**DIRECTIONS FOR THIS TASK**
How many lines in these records hold the string "numbered"? Reply with the number alone.

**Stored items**
----

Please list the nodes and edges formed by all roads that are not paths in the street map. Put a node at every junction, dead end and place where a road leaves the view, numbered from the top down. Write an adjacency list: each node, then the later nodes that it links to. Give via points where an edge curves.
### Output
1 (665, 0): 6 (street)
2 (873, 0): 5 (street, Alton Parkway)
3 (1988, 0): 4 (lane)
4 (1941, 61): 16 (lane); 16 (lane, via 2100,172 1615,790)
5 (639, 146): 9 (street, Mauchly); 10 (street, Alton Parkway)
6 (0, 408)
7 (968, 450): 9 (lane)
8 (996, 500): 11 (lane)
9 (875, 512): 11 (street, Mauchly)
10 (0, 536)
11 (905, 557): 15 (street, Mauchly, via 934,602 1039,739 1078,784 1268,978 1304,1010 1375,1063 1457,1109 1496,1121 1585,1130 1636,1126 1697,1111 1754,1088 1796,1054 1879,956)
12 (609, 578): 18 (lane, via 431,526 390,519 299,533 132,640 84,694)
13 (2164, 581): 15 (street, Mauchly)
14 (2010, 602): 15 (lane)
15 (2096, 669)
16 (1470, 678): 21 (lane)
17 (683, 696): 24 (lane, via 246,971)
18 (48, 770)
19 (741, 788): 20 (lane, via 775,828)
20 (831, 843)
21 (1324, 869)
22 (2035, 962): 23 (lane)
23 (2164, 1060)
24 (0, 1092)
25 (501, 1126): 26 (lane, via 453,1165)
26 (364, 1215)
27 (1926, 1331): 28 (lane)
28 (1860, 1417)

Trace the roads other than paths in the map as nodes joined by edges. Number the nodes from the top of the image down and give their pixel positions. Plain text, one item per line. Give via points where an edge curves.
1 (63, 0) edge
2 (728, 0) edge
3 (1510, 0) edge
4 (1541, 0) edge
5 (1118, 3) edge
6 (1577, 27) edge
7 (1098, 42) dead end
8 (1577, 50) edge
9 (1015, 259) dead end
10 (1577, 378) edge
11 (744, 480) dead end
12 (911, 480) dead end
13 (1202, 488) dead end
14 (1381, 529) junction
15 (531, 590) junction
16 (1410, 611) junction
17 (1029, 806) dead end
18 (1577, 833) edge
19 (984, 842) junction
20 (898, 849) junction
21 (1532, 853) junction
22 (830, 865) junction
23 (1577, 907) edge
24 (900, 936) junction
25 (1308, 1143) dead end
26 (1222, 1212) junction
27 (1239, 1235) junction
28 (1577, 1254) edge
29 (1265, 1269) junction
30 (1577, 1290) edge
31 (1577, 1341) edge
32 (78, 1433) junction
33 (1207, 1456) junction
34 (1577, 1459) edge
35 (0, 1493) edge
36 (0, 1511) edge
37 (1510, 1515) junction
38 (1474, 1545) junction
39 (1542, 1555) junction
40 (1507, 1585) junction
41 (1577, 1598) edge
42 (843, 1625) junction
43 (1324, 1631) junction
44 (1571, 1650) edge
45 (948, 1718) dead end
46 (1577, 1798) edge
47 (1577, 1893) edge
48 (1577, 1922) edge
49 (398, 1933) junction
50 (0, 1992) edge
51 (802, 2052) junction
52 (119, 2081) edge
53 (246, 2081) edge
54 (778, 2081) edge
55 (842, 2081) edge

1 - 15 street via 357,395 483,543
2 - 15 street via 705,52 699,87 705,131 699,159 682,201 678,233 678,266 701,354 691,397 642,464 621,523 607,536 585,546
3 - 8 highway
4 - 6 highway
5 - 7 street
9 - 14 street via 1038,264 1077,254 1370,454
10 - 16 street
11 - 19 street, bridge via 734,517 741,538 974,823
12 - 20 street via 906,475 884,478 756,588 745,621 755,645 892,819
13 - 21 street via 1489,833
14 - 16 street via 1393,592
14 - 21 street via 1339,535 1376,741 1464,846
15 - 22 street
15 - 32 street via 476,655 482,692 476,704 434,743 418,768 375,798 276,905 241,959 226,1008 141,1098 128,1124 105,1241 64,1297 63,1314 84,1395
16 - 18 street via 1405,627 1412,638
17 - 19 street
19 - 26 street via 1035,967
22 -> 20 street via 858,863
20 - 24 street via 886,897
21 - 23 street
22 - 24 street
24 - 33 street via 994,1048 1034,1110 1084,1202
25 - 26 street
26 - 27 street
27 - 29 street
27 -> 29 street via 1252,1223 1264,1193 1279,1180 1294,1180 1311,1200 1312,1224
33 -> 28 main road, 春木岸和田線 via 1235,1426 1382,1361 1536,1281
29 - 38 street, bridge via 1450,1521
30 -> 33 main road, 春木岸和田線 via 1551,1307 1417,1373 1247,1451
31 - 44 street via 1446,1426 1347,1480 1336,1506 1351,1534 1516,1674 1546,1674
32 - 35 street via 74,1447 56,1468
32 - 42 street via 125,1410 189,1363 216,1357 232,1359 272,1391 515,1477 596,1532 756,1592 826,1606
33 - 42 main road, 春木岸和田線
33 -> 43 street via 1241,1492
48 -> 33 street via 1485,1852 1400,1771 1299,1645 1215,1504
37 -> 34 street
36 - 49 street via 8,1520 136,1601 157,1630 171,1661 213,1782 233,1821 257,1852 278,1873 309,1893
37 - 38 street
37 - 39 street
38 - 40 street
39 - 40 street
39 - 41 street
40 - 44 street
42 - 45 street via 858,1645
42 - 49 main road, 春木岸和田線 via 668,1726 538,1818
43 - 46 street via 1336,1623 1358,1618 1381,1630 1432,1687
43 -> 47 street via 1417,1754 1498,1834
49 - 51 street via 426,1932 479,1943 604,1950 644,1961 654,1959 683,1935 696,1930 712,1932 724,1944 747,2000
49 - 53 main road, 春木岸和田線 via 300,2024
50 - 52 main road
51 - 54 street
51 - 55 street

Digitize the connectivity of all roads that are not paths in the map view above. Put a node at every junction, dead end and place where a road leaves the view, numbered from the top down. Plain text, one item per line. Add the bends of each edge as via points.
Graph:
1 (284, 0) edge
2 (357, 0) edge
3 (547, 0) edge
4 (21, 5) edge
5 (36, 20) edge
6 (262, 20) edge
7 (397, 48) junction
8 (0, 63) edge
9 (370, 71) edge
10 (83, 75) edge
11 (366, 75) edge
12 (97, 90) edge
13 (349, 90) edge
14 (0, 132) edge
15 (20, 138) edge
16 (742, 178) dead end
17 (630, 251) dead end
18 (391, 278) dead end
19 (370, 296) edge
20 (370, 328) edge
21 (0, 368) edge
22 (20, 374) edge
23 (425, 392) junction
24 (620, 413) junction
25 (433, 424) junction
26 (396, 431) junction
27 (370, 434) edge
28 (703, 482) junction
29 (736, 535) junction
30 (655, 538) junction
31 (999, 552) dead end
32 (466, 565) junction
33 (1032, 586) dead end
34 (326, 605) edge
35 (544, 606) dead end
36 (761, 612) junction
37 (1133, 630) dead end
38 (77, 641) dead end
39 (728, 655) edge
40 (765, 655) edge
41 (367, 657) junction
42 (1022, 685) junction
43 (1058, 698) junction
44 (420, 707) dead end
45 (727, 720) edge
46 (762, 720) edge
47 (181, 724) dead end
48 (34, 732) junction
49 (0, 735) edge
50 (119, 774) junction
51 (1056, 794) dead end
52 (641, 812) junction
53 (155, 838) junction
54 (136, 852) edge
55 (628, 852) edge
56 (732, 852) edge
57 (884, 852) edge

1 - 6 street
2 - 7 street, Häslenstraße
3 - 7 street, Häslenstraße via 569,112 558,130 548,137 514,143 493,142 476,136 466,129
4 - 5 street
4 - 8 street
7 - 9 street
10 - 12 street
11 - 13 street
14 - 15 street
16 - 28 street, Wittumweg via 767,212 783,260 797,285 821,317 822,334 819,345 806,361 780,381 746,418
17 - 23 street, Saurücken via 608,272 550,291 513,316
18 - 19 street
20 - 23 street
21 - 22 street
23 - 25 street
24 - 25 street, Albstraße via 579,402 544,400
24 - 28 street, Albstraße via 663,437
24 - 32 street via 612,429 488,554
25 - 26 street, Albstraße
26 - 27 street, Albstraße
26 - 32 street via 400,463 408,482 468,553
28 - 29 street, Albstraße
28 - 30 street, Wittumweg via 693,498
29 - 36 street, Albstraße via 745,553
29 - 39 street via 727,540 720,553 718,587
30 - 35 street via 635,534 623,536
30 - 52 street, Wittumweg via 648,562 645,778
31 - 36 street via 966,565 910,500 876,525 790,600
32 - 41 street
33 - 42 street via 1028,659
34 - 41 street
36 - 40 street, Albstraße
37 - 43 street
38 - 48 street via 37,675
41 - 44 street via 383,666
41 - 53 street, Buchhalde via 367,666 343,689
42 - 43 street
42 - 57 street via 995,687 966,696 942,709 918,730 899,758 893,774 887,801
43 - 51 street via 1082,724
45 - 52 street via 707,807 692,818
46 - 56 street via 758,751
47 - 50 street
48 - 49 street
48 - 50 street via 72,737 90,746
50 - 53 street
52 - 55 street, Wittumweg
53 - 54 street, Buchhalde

----

**EXERCISE SOLUTION**
2